Almost a year ago I kind of allowed myself to get maneuvered into a situation and, of course, once I was maneuvered I took up the "fight" to correct a wrong. I know, I know, this all sounds so mysterious but really it wasn't. I crossed a line and gave advice that was not only unsolicited but truly NONE of my business. I stuck my foot in it....like way deep down in it and because of that mistake I've been shut out from a particular part of my family's life.
So I thought and I worried and I fretted and then I decided that I needed to make amends for what I had done. So yesterday I sent an email to apologize for sticking my nose into a situation that had nothing to do with me. Now, we all know about amends and how sometimes the person we are apologizing to doesn't act/do/say exactly what we want them to. So after I sent the email yesterday I decided that I was going to have to be happy about that step and that I could no longer worry if they hated me, thought I was crazy or just wanted nothing else to do with me. I can't worry about what they will do because I have no control over it. None, nada, zilch.
They are a young couple and it may take years before they understand what I was attempting to do by butting in and it may take years for them to see the amount of courage it took for me to say I'm sorry. I can't rush the process, I can't push the outcome....all I can do is love them from afar until they allow me to love them a bit closer.
I have to say that removing that set of blinders by making those amends has freed up my artistic side, just a bit I think. I believe it is because I have cleaned up as best I could this mess I created and I've let it go to fall where it may. I've released this "thing" that has been hanging over my head and I have to say it feels good.
Let me be the first to tell you that my life is not all roses and green grass and sunshine. I have other demons that I deal with and on a daily basis I am getting better and better at setting boundaries and being who I am. I'm attempting to sweep away the dust and baggage in steps....doable steps. Of course the hard part for me is not creating more "ick" along the way. I never knew that keeping your side of the street clean could be such hard work but I also never knew that the process of keeping it clean would open up so many new ways to see things. It's amazing, terrifying sometimes yes, but amazing, amazing, amazing.

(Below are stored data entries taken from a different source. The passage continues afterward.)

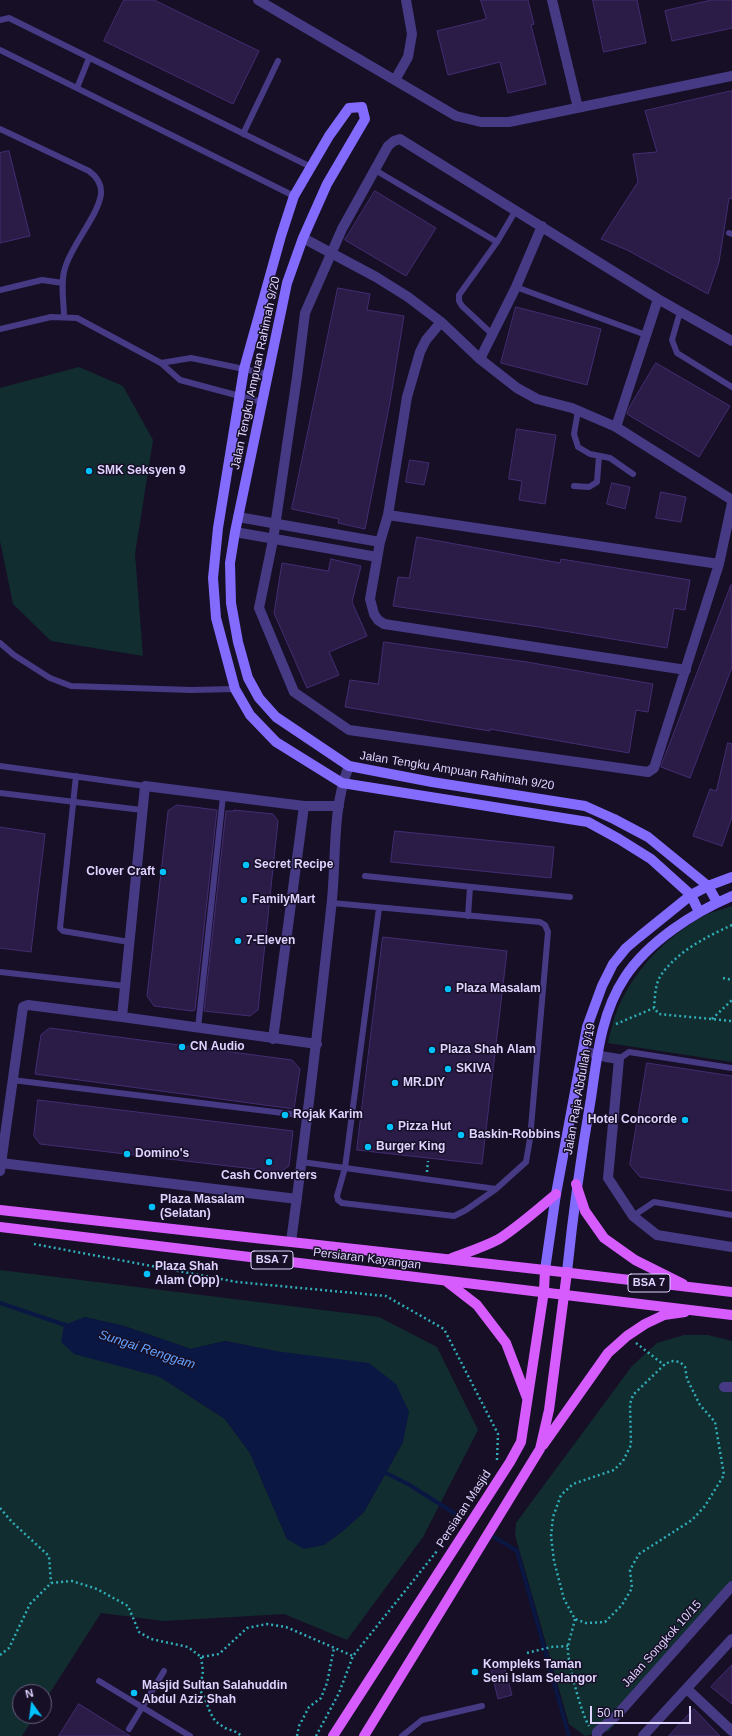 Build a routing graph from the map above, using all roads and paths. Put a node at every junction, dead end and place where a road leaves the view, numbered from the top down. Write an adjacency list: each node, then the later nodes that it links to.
1 (258, 0): 9 (street)
2 (406, 0): 9 (street)
3 (552, 0): 11 (street)
4 (0, 20): 6 (lane)
5 (0, 50): 10 (lane)
6 (89, 58): 10 (lane); 13 (lane)
7 (278, 61): 13 (lane)
8 (732, 76): 11 (street)
9 (395, 80): 11 (street)
10 (77, 88): 16 (lane)
11 (578, 108)
12 (0, 129): 22 (lane)
13 (243, 134): 14 (lane)
14 (311, 167): 16 (street, Jalan Tengku Ampuan Rahimah 9/20); 19 (street, Jalan Tengku Ampuan Rahimah 9/20)
15 (375, 170): 17 (street); 20 (lane); 21 (street)
16 (294, 196): 35 (street, Jalan Tengku Ampuan Rahimah 9/20)
17 (516, 210): 18 (street); 20 (lane)
18 (542, 226): 23 (street); 25 (street)
19 (303, 238): 21 (street); 36 (street, Jalan Tengku Ampuan Rahimah 9/20)
20 (497, 242): 30 (lane)
21 (331, 254): 28 (street); 48 (street)
22 (63, 283): 24 (lane); 27 (lane)
23 (516, 287): 30 (street); 31 (lane)
24 (0, 290)
25 (658, 299): 26 (street); 31 (street)
26 (680, 312): 32 (street); 37 (lane)
27 (64, 317): 29 (lane); 34 (lane)
28 (441, 322): 33 (street); 46 (street)
29 (0, 329)
30 (493, 335): 33 (street)
31 (646, 335): 41 (street)
32 (732, 341)
33 (480, 360): 40 (street)
34 (161, 363): 35 (lane); 38 (lane)
35 (244, 369): 36 (lane); 38 (street, Jalan Tengku Ampuan Rahimah 9/20)
36 (268, 374): 39 (street, Jalan Tengku Ampuan Rahimah 9/20)
37 (732, 387)
38 (240, 395): 39 (lane); 56 (street, Jalan Tengku Ampuan Rahimah 9/20)
39 (262, 402): 47 (street, Jalan Tengku Ampuan Rahimah 9/20)
40 (578, 411): 41 (street); 42 (lane)
41 (616, 427): 45 (street)
42 (600, 456): 43 (lane); 44 (lane)
43 (633, 474)
44 (574, 486)
45 (732, 501): 53 (street)
46 (388, 515): 51 (street); 53 (street)
47 (238, 517): 48 (street); 49 (street, Jalan Tengku Ampuan Rahimah 9/20)
48 (275, 523): 50 (street); 51 (street)
49 (235, 532): 50 (street); 58 (street, Jalan Tengku Ampuan Rahimah 9/20)
50 (273, 540): 52 (street); 55 (street)
51 (380, 542): 52 (street)
52 (377, 557): 55 (street)
53 (719, 564): 55 (street)
54 (0, 643): 56 (lane)
55 (686, 670)
56 (234, 689): 60 (street, Jalan Tengku Ampuan Rahimah 9/20)
57 (0, 766): 59 (lane)
58 (349, 766): 60 (street); 70 (street, Jalan Tengku Ampuan Rahimah 9/20)
59 (76, 776): 61 (lane); 64 (lane)
60 (342, 783): 66 (street); 72 (street, Jalan Tengku Ampuan Rahimah 9/20)
61 (145, 786): 63 (street); 67 (street)
62 (0, 793): 64 (lane)
63 (223, 796): 65 (street); 92 (lane)
64 (74, 802): 67 (lane); 81 (lane)
65 (304, 806): 66 (street); 93 (street)
66 (338, 806): 76 (street)
67 (142, 810): 81 (street)
68 (365, 876): 71 (lane)
69 (732, 877): 70 (street, Jalan Raja Abdullah 9/19)
70 (708, 886): 72 (street, Jalan Raja Abdullah 9/19); 75 (street, Jalan Tengku Ampuan Rahimah 9/20)
71 (470, 887): 74 (lane); 79 (lane)
72 (691, 895): 78 (street, Jalan Tengku Ampuan Rahimah 9/20); 95 (street, Jalan Raja Abdullah 9/19)
73 (732, 896): 75 (street, Jalan Raja Abdullah 9/19)
74 (570, 897)
75 (717, 902): 78 (street, Jalan Raja Abdullah 9/19)
76 (332, 903): 77 (lane); 94 (street)
77 (379, 908): 79 (lane); 105 (lane)
78 (699, 912): 96 (street, Jalan Raja Abdullah 9/19)
79 (468, 916): 108 (lane)
80 (732, 925): 87 (path)
81 (129, 942): 85 (street)
82 (0, 972): 85 (lane)
83 (723, 978): 84 (path)
84 (732, 980)
85 (125, 986): 88 (street)
86 (732, 1000): 89 (path)
87 (654, 1008): 89 (path); 90 (path)
88 (122, 1017): 92 (street); 99 (street)
89 (712, 1019): 91 (path)
90 (624, 1021)
91 (732, 1021)
92 (198, 1028): 93 (street)
93 (273, 1039): 94 (street)
94 (317, 1044): 100 (street)
95 (583, 1051): 96 (street); 109 (street, Jalan Raja Abdullah 9/19)
96 (598, 1054): 97 (street); 107 (street, Jalan Raja Abdullah 9/19)
97 (619, 1059): 98 (lane); 113 (street)
98 (732, 1068)
99 (12, 1080): 100 (lane); 101 (street)
100 (308, 1116): 103 (street)
101 (2, 1143): 104 (street)
102 (428, 1161): 106 (path)
103 (302, 1162): 105 (lane); 110 (street)
104 (1, 1167): 110 (street)
105 (345, 1168): 108 (lane); 108 (lane)
106 (427, 1170)
107 (576, 1184): 120 (street, Jalan Raja Abdullah 9/19); 122 (main road)
108 (496, 1189)
109 (556, 1194): 118 (main road); 119 (street, Jalan Raja Abdullah 9/19)
110 (297, 1199): 115 (street)
111 (0, 1210): 115 (main road, Persiaran Kayangan / BSA 7)
112 (732, 1215): 113 (lane)
113 (633, 1216): 117 (street)
114 (0, 1227): 121 (main road, Persiaran Kayangan / BSA 7)
115 (291, 1242): 118 (main road, Persiaran Kayangan / BSA 7)
116 (27, 1243): 132 (path)
117 (732, 1247)
118 (448, 1259): 119 (main road, Persiaran Kayangan / BSA 7)
119 (545, 1270): 120 (main road, Persiaran Kayangan / BSA 7); 123 (main road, Persiaran Masjid)
120 (567, 1272): 122 (main road, Persiaran Kayangan / BSA 7); 125 (main road)
121 (446, 1281): 123 (main road, Persiaran Kayangan / BSA 7); 130 (main road)
122 (691, 1288): 124 (main road, Persiaran Kayangan / BSA 7)
123 (544, 1291): 125 (main road, Persiaran Kayangan / BSA 7); 130 (main road, Persiaran Masjid)
124 (732, 1292)
125 (564, 1294): 126 (main road, Persiaran Kayangan / BSA 7); 131 (main road)
126 (701, 1310): 127 (main road, Persiaran Kayangan / BSA 7); 128 (main road)
127 (732, 1315)
128 (626, 1336): 129 (path); 131 (main road)
129 (664, 1365): 137 (path); 137 (path)
130 (527, 1400): 157 (main road, Persiaran Masjid)
131 (540, 1449): 158 (main road)
132 (495, 1463)
133 (0, 1508): 135 (path)
134 (440, 1548): 143 (path)
135 (51, 1583): 142 (path); 144 (path)
136 (732, 1586): 152 (street, Jalan Songkok 10/15)
137 (575, 1619): 139 (path)
138 (732, 1639): 147 (street)
139 (568, 1646): 141 (path); 152 (path)
140 (334, 1648): 143 (path); 144 (path); 155 (path)
141 (527, 1653)
142 (0, 1655)
143 (353, 1656): 156 (path)
144 (201, 1657): 154 (path)
145 (164, 1671): 149 (lane)
146 (99, 1681): 149 (lane)
147 (686, 1689): 151 (street); 160 (street)
148 (482, 1706): 159 (lane)
149 (142, 1707): 150 (lane); 153 (lane)
150 (129, 1729)
151 (732, 1731)
152 (597, 1734)
153 (190, 1736)
154 (242, 1736)
155 (297, 1736)
156 (316, 1736)
157 (333, 1736)
158 (364, 1736)
159 (402, 1736)
160 (643, 1736)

Thank you all for being part of my artistic journey.....
I can relate on the fact that I let myself get pulled in directions I don't always chose. I am trying hard to decide each day, what I think I would like to accomplish and what I where I want the day to go. I was letting too many people pull me away from my art. But it was my fault. I have had to learn to say no and it is not easy. Like you said, if we add to that the other personal issues we have to deal with and that our lives are not all that others think they are. Each day all we can do is take control of ourselves. Make our own decisions. I have gotten more art done this past week than in ages.
hugs, susan
Posted by: Susan Gerdy | 10/14/2011 at 02:54 PM
Congrats to you for doing the right thing. We all make get pulled into things from time to time and we all make mistakes along the way. You were brave to reach out and apologize. You cannot control how they respond only for how you reach out.